Ive only hunted for myself in the unlimited two years. I was successful in 2012 in 501 and just started hunting them again this year.

Ive "hunted" in 500 & 501 with my brother during most of the 8 years between my own hunts. And I spend considerable time in 500,501 and 300 during the rest of big game season.

About the only 1 of the 5 districts where I could see a 24 hr closure is even practical or needed maybe and its a maybe. Is 303 Gardiner area. One major weather event and the stars line up just right a guy could have a real mess on his hands if some sheep got caught out of the park.

I could see a Spanish Peaks massacre happening there for sure..... hasn't happened yet though.

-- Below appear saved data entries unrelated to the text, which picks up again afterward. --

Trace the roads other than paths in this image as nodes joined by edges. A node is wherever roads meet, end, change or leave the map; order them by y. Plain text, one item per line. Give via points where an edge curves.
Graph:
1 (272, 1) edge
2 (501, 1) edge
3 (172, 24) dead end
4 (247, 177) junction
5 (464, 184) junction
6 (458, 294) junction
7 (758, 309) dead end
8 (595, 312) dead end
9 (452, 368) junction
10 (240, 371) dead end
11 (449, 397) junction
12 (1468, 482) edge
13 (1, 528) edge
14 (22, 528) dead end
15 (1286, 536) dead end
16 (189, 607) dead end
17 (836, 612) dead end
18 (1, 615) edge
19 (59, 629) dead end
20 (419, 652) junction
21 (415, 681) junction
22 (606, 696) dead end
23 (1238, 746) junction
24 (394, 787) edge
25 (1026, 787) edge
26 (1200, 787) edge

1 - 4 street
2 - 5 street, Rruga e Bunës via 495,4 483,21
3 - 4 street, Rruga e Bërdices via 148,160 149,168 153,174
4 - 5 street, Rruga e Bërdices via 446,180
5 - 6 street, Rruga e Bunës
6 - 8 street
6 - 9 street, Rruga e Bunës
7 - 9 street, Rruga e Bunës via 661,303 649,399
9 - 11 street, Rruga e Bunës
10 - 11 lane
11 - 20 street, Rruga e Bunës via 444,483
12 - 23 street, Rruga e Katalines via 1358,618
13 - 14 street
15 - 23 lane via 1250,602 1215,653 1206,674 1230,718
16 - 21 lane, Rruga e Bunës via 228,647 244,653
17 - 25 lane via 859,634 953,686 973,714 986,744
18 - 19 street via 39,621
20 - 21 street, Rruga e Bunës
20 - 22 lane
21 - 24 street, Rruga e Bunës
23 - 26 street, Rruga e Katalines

Let me ask you this.......... What happens if your hunting with a buddy who has a tag as well. There's one on the quota in your district, you guys come across 2 tanker rams, I mean full blown double broomed, 10 year old rams. The rams are in a good area for packout, you've been grinding for 20 days for a sheep, this is the moment.

Do you shoot both rams?

The answer is........... #*^@#* yes you do. Flick that safety and count to 3......

If you say no, then your lying to yourself if it doesn't cross your mind.
Of course Ive considered something along this idea. You're absolutely right I would have a difficult time not taking that shot. I will say that when the quota was updated as filled on Day 2 of the season this year I packed out and went elk hunting.
And I had been "on" rams. I had found a band with at least two legal rams that I watched for the two days prior to the opener, I never could turn them up during the two days of the season though. Im quite certain those two rams where harvested.

Because those two rams harvested are of age, caliber, them being harvested isn't going to have an effect on the population one bit. They actually stand just of good of chance not making it that winter if they are 10 plus.

More rams die of age, winter, predation, natural causes than anything else. Not hunter harvest.

I guess all this boils down to is if we are ok harvesting more animals than what the quota is set for or not. If the current quotas are being set while keeping a "cushion" for animals harvested after the quota then why not just up the quota and end the season sooner?
 
Congrats on the ram, that's pretty awesome. Maybe share a little peek eh? I guess if you put it in a conscience deal of packing up and rolling when it is in closure that is your decision. It would definitely be a tough one especially in your situation last year.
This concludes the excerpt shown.